### TASK BRIEF:
Scan the entries for the word "Gaido". Every line that has it should be copied.

### LISTED RECORDS:

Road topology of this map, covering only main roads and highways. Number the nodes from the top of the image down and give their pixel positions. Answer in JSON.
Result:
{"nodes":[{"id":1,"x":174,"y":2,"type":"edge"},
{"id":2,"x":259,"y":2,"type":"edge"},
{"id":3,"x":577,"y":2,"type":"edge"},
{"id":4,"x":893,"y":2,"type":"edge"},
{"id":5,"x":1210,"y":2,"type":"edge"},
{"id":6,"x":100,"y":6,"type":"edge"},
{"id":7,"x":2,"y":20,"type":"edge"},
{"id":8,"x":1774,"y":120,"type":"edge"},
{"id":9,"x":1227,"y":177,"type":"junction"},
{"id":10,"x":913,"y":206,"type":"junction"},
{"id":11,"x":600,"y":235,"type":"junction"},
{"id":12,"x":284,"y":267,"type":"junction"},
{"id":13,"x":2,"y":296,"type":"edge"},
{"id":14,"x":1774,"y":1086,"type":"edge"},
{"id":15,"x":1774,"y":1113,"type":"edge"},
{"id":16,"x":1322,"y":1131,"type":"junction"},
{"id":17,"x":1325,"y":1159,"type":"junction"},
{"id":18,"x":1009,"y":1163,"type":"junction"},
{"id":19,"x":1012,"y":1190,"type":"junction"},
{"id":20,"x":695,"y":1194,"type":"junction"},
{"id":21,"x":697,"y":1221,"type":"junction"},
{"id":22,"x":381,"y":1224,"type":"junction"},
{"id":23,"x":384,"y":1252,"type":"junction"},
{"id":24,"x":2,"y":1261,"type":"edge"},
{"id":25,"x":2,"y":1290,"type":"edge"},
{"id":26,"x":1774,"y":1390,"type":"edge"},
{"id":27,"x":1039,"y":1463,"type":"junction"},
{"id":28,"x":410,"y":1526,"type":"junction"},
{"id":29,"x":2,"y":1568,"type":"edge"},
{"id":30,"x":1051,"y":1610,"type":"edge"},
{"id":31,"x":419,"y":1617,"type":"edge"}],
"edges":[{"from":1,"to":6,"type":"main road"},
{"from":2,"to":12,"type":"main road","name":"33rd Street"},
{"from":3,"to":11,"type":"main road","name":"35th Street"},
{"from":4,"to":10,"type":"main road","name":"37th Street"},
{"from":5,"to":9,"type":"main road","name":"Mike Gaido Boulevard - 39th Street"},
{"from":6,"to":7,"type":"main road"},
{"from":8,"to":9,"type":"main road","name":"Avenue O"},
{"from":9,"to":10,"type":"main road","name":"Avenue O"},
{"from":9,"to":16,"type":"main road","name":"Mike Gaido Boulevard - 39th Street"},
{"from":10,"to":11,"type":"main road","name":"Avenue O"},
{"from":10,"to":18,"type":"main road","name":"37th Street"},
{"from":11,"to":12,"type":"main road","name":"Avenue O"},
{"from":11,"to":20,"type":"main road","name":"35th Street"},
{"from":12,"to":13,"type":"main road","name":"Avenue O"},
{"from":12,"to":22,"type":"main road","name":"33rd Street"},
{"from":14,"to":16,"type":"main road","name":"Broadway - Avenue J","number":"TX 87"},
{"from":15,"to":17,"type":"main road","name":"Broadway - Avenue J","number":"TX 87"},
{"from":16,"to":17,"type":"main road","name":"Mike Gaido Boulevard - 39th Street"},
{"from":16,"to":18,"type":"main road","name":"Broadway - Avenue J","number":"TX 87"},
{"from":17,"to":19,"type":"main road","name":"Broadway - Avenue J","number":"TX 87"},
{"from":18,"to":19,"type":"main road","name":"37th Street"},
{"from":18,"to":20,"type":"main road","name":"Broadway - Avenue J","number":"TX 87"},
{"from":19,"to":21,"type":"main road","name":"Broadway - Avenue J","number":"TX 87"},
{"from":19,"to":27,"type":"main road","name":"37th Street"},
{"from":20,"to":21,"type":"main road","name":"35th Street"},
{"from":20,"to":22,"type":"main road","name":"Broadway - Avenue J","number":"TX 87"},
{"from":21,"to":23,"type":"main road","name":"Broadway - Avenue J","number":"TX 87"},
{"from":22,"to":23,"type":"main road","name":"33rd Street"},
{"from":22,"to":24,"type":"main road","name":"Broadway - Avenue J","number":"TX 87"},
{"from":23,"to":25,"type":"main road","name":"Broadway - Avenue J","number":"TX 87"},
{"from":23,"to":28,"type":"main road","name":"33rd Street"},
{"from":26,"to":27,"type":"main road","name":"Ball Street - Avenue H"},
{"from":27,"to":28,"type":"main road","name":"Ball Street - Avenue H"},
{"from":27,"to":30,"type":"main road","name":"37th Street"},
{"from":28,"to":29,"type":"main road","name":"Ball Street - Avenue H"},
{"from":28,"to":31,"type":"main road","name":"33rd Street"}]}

### TASK OUTPUT:
{"from":5,"to":9,"type":"main road","name":"Mike Gaido Boulevard - 39th Street"},
{"from":9,"to":16,"type":"main road","name":"Mike Gaido Boulevard - 39th Street"},
{"from":16,"to":17,"type":"main road","name":"Mike Gaido Boulevard - 39th Street"},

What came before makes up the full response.